Prime Minister Theresa May plans to trigger Article 50 of the formal Brexit process by the end of March 2017.

London house prices are expected to fall next year as Prime Minister Theresa May plans to invoke Article 50 of the formal Brexit process, according to a top economics consultancy.

The Centre for Economics and Business Research (CEBR) forecasts that the residential property prices in the capital will drop by 5.6% in 2017, with the sharpest decline expected to be recorded in prime parts of the city where home prices are typically among the most expensive in the world.

There are already growing signs that house prices in the capital are falling, particularly in the heart of London, with fresh analysis of Land Registry data revealing that the average price of property in Westminster dropped by £65,000, or 6%, in September – that’s the equivalent of more than £2,100 a day.

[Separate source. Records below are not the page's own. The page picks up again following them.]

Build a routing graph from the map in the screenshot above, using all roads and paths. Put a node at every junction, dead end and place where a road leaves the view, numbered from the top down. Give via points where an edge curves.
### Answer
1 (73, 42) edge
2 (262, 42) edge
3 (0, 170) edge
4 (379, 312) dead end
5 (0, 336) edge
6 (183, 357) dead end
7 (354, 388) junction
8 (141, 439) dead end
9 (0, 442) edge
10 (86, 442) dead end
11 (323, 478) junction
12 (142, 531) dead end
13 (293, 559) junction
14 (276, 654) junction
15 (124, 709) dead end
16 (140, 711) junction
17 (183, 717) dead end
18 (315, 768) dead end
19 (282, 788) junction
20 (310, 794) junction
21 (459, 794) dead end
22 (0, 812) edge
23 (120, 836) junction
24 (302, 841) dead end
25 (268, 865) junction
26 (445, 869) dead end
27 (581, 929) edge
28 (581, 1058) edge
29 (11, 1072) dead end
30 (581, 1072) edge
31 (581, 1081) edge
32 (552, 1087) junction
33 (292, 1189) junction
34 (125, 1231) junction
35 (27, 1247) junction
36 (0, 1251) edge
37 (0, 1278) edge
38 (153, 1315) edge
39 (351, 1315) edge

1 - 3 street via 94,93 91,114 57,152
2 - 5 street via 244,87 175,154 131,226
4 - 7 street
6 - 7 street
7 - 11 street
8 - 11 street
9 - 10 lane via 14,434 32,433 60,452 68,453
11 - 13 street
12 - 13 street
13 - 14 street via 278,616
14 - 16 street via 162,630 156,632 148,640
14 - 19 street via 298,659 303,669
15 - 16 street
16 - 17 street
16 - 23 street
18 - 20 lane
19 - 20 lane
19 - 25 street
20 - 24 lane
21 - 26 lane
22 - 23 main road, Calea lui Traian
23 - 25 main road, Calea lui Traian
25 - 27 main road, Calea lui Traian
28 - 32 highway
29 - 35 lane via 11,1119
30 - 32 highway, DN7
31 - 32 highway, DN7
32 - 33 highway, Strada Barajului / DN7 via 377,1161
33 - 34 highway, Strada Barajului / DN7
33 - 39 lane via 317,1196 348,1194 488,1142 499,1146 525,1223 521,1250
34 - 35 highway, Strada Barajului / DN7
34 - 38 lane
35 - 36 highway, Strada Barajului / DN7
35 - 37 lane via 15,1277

Across the UK as a whole, house prices are forecast to slow to 2.6% growth in 2017, down from 6.9% this year.

CEBR said uncertainty surrounding Brexit negotiations is likely to weigh on the market, with investors most fearful about the prospect of a so-called hard Brexit, which could see the UK give up membership of the Europe’s single market for goods and services to regain control of immigration.

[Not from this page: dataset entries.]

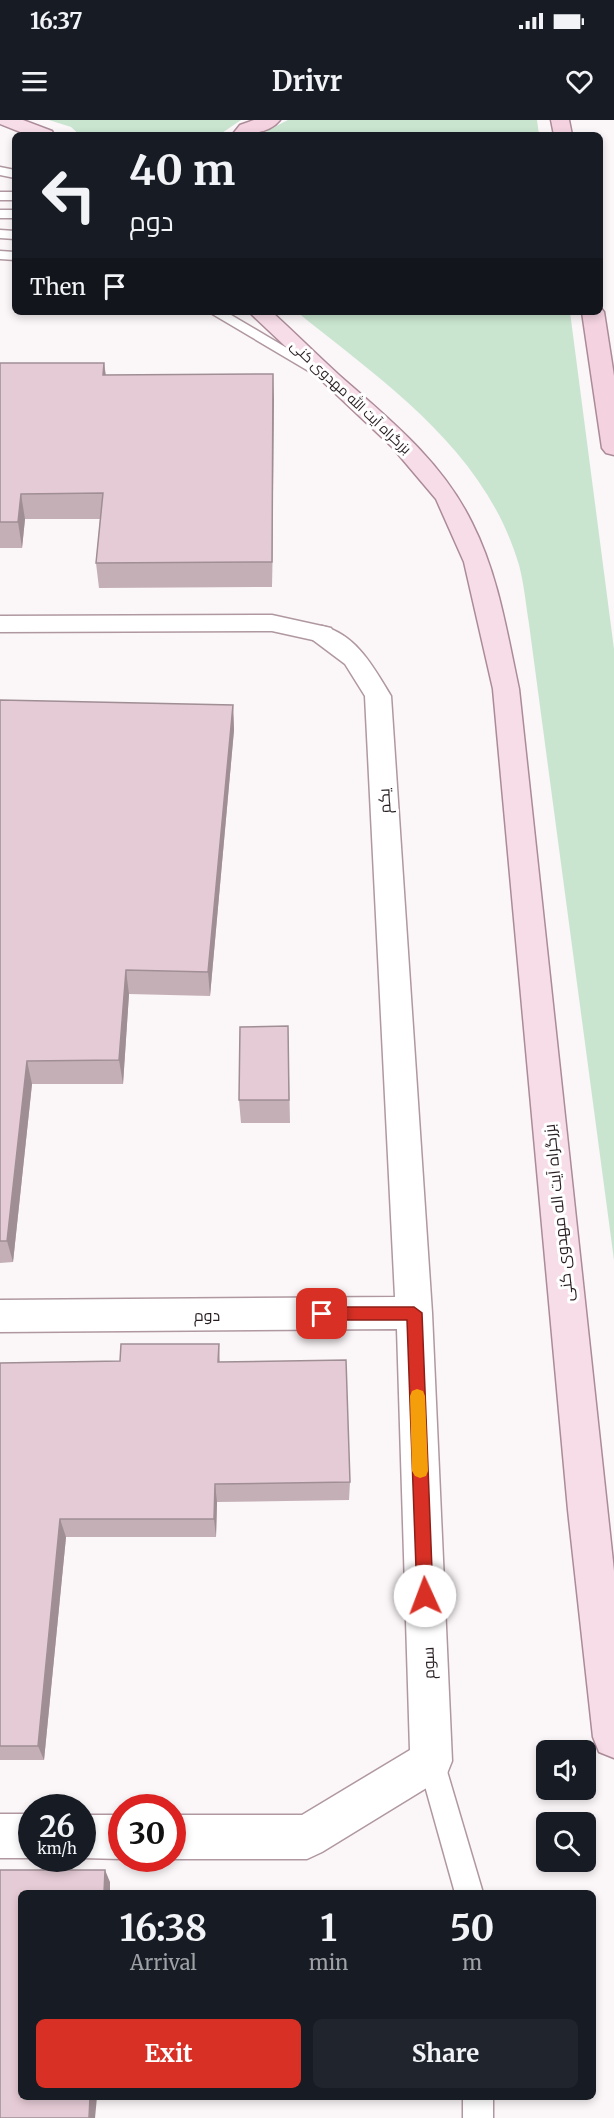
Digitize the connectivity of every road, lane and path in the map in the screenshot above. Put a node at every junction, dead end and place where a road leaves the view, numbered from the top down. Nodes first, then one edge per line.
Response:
1 (6, 120) edge
2 (271, 120) edge
3 (37, 132) edge
4 (244, 132) edge
5 (221, 315) edge
6 (263, 315) edge
7 (593, 315) edge
8 (327, 376) junction
9 (614, 448) edge
10 (0, 624) edge
11 (506, 689) joint
12 (414, 1313) junction
13 (0, 1316) edge
14 (614, 1737) edge
15 (431, 1761) junction
16 (0, 1836) edge
17 (18, 1836) edge
18 (186, 1837) edge
19 (469, 1890) edge
20 (478, 2100) edge
21 (478, 2118) edge

1 - 3 main road
2 - 4 highway
5 - 8 lane
6 - 8 main road, بزرگراه آیت الله مهدوی کنی
7 - 9 highway
8 - 11 main road, بزرگراه آیت الله مهدوی کنی
10 - 12 street, یکم
11 - 14 main road, بزرگراه آیت اله مهدوی کنی
12 - 13 street, دوم
12 - 15 street, سوم
15 - 18 street
15 - 19 lane, سوم
16 - 17 street
20 - 21 lane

Kay Daniel Neufeld, an economist at CEBR, reports that “nervousness and uncertainty are starting to show” in the housing market, which is why they expect to see house price growth across the UK slow considerably in the fourth quarter of 2016, “a trend that is set to continue in 2017”.

Home prices have increased over the past year or so in part because of record-low mortgage borrowing rates. But with inflation starting to rise – it jumped to the highest annual rate in two years last month – that could be about to change, with financial experts forecasting that borrowing rates will rise in the coming months, which will undoubtedly drive down demand for property and in turn place downward pressure on house prices – at least in the short-term.

However there is another potential Brexit effect that is worth noting.

Housebuilders in this country are currently delivering around 140,000 new homes a year, which is about 100,000 units short of what most experts deem to be required to keep up with demand, and yet the CEBR believe that a cut to immigration could hit the housebuilding sector and lead to continued shortage of housing supply. This would almost certainly push home prices higher in the longer-term, even if curbs on immigration reduce the number of foreign buyers.

Why? Well, the fact is that the construction sector relies heavily on immigrant labour skills, and without those workers, Britain might find it difficult to build the required number of new homes to address the lack of homes we currently see in the market.